Site Tasarım: Savaş Çekiç Uygulama: İkipixel

Bu sitede bulunan resimler ve dökümanlar M. Sinan Genim'e aittir ve izinsiz kullanılamazlar. Ancak gerekli izin alındıktan sonra ve kaynak gösterilmek kaydıyla kullanılabilir.

Köşe Yazıları

 TÜM ZAMANLARIN KUTSAL HAYVANI

GEYİK ÜZERİNE

“Geyik gibidir devlet, insana gelir sırayla
Eğer gelirse tut hemen bağla.”

Yusuf Has Hacib

 

Geyik, geyikgiller familyasından geviş getiren otobur memeli hayvanların ortak adıdır. Çift toynaklılar takımında bulunan akraba familyalardaki benzer hayvanlar da genel olarak “Geyik” olarak isimlendirilmektedir. Geyikler Avusturalya dışındaki tüm kıtalarda oldukça yaygın olarak bulunmaktadır. Türk tarihinde geyik önemli bir figürdür. Orta Asya’nın kuzeyindeki Türk kabileleri erken dönemlerden itibaren, atın evcilleştirilmesinden önce ren geyiğini eğitmiş ve yük hayvanı olarak kullanmıştır.

 

Birçok hayvan; mitoloji, destan ve efsaneler yoluyla ilkel dönemlerden günümüze ulaşır.
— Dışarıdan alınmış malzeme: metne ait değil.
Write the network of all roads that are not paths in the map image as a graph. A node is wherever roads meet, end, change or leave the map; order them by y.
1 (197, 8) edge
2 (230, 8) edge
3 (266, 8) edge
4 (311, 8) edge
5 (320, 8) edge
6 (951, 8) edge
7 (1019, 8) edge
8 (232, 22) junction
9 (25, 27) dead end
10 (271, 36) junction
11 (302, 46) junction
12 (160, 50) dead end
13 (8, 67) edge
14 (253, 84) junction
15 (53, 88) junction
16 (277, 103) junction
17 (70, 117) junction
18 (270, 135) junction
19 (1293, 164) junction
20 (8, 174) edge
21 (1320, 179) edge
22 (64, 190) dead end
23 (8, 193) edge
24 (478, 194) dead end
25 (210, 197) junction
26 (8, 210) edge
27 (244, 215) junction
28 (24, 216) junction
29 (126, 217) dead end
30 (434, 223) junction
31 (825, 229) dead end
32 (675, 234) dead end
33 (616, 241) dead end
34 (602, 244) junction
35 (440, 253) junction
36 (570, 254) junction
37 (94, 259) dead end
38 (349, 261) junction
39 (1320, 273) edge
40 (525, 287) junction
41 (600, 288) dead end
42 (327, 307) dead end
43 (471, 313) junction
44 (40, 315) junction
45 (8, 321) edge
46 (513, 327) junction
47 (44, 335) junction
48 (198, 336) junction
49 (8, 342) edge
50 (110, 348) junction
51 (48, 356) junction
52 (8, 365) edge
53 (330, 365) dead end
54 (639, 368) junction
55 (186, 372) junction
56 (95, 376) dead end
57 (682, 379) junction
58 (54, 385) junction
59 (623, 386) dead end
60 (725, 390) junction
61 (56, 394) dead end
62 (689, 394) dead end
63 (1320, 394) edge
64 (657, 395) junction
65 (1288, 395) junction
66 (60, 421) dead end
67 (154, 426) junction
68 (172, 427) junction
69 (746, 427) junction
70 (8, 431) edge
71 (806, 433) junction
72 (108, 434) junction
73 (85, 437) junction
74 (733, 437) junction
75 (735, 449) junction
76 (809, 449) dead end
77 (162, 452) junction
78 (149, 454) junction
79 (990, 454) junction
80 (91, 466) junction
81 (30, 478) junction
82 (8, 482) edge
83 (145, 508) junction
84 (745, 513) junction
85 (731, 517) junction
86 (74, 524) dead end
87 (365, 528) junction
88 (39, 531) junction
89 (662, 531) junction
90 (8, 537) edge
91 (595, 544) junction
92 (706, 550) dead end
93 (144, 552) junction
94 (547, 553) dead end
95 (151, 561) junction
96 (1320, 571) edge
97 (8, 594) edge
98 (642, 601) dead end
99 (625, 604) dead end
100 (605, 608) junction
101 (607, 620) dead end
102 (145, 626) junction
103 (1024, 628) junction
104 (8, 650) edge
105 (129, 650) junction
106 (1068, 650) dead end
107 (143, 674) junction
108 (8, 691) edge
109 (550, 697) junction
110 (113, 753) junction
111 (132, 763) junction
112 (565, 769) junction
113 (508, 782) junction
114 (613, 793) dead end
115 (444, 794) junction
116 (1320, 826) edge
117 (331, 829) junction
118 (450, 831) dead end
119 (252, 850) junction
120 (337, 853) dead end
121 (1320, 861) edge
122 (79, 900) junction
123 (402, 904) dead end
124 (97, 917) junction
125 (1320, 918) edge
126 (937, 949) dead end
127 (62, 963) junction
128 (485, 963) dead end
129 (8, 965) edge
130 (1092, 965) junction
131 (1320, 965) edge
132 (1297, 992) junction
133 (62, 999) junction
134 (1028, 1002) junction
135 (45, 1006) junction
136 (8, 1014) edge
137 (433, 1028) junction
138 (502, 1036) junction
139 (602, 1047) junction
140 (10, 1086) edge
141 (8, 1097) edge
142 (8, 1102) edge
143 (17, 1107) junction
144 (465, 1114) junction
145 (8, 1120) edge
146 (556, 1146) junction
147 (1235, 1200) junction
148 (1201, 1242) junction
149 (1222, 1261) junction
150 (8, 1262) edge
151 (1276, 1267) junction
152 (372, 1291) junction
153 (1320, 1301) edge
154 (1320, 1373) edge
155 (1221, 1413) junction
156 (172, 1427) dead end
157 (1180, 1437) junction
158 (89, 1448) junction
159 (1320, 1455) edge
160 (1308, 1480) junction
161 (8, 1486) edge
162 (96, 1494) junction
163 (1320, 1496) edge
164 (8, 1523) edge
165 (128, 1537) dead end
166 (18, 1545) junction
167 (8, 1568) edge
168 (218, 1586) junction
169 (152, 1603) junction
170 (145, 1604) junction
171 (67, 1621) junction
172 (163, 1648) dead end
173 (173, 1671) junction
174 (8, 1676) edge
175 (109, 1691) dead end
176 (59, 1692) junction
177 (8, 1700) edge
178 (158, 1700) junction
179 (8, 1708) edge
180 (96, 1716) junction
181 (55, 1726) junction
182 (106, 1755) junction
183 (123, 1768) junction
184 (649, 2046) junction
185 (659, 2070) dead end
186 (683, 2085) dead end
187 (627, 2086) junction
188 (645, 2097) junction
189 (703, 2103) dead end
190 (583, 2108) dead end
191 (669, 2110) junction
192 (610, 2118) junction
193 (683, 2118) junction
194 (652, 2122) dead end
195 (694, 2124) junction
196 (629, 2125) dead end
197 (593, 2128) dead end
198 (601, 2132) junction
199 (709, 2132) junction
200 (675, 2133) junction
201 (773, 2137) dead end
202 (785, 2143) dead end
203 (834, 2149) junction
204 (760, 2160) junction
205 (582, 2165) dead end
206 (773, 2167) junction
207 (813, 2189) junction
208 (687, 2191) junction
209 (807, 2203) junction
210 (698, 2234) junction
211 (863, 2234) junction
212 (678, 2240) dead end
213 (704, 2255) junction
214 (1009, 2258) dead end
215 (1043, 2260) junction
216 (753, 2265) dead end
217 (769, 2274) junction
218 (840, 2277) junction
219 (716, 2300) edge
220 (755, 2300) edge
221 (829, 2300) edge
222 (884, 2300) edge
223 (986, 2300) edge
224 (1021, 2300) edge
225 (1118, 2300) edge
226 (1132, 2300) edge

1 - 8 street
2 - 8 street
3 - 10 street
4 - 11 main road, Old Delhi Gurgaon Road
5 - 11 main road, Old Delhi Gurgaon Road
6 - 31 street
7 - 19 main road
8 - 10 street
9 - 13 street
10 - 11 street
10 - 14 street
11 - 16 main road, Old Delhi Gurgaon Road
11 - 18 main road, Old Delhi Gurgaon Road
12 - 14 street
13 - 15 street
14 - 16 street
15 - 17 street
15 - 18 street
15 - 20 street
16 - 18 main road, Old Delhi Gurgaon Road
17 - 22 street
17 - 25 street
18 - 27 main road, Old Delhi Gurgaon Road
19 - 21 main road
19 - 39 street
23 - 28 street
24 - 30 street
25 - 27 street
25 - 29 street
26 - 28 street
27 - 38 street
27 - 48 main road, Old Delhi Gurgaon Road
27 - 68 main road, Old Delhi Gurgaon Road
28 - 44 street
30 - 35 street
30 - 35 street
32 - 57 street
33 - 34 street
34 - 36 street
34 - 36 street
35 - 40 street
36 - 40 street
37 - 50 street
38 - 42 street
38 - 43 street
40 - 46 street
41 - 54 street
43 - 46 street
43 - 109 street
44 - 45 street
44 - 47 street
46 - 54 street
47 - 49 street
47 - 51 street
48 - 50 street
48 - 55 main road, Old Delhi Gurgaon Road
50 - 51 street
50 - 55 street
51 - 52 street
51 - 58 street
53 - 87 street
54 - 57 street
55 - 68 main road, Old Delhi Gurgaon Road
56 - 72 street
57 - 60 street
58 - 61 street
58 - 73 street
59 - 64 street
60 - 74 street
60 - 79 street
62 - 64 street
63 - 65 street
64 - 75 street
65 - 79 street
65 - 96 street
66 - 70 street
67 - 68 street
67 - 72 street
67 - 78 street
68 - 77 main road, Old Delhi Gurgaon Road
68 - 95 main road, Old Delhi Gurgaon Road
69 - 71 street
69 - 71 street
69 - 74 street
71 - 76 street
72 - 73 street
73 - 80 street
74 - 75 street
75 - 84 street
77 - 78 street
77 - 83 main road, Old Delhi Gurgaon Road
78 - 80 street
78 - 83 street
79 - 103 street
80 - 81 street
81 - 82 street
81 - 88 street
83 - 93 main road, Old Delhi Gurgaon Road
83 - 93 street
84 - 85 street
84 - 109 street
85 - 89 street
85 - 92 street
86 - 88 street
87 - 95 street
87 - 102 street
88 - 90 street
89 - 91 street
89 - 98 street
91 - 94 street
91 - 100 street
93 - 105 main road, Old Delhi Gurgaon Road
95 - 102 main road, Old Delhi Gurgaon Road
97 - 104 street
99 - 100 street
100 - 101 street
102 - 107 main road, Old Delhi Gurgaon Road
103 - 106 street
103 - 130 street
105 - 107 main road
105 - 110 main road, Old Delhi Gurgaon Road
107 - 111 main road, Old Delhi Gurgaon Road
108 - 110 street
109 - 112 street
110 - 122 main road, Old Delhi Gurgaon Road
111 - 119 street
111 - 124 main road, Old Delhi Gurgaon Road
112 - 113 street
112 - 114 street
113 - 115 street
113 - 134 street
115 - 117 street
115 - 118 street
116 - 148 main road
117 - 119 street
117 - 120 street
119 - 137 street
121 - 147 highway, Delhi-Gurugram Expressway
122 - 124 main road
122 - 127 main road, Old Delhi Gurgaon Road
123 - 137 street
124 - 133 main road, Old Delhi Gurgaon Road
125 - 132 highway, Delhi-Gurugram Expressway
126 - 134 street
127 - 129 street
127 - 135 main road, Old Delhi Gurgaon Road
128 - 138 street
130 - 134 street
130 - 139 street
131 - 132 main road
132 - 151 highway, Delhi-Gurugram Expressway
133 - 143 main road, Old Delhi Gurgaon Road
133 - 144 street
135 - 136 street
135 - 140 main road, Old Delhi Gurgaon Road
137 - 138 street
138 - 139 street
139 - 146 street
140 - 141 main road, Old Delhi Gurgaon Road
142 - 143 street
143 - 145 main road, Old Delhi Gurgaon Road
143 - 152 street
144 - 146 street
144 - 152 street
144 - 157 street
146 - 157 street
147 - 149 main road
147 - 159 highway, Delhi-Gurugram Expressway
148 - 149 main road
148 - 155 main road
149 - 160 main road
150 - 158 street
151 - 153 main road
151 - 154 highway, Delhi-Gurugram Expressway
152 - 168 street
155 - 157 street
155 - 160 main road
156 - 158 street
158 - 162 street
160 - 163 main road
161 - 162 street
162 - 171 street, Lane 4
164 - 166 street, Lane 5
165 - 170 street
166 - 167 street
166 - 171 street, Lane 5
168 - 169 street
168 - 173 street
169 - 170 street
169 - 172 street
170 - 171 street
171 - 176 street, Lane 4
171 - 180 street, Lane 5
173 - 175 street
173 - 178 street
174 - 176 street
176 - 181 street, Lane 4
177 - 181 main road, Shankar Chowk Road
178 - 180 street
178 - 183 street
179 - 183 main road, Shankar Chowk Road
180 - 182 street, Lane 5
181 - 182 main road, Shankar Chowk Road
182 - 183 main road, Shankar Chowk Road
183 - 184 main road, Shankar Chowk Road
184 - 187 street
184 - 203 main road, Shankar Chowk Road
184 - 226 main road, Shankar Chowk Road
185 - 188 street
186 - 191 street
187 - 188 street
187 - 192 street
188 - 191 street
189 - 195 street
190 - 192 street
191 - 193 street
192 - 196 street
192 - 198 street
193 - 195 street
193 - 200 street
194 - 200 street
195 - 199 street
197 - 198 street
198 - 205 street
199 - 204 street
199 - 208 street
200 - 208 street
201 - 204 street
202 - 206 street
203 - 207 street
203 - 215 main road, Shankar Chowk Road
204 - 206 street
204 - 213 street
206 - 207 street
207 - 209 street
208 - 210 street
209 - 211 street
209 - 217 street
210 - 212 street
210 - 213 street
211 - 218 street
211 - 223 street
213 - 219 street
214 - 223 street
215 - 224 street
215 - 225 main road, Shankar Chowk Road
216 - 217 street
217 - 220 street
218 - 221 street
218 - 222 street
Bazı yönleriyle çeşitli inançlara konu olup, folklorik olarak varlıklarını sürdürmeye devam etmektedirler. Türk halk kültüründe ve Şaman törenlerinde hayvan sembolizmi açısından önemli bir role sahip olan geyik, bu figürlerin önde gelenlerinden biridir.

 

Yerin ve gögün simgesi

Geyik her zaman kutsal bir hayvan olarak kabul edilmiş olup, ona özel bir yer verilmiştir. Gerek Asya gerek Amerika gerekse Avrupa’nın çok sayıdaki bölgesinde bulunan kaya resimlerinde geyik çizimlerine rastlanmaktadır. Pazırık Kurganları’nda çok sayıda ahşap geyik figürü bulunmuştur. Bu figürlerden birinin çadır direğinin üzerine geçirilen bronzdan yapılmış bir sığın sembolü olduğu anlaşılmaktadır. Orta Asya sanatının en özgün ve sık görülen motifi geyiktir. Yer ve göğün simgesi olan geyiğin, “Ruhları öteki dünyaya taşıdığı” kabul edilir.

 

Geyik, Türk destanlarında ormanların, dağların ve sarp kayalıkların bir görünüp bir kaybolan gizemli hayvanlarından biridir. Avlanması zor bir hayvan olduğu için ulaşılmaz, öldürülmesi güç olduğundan da ölümsüz kabul edilmiştir. Sevimli, çevik, naif ve zarif olan geyiğin bu özelliklerinden edebiyat ve folklorda da faydalanılmıştır. Bir dönem Türk halkları için geyik Tanrı’nın elçisi, mukaddes bir hayvandır. Geyik avlamanın büyük uğursuzluk getirdiği söylenir.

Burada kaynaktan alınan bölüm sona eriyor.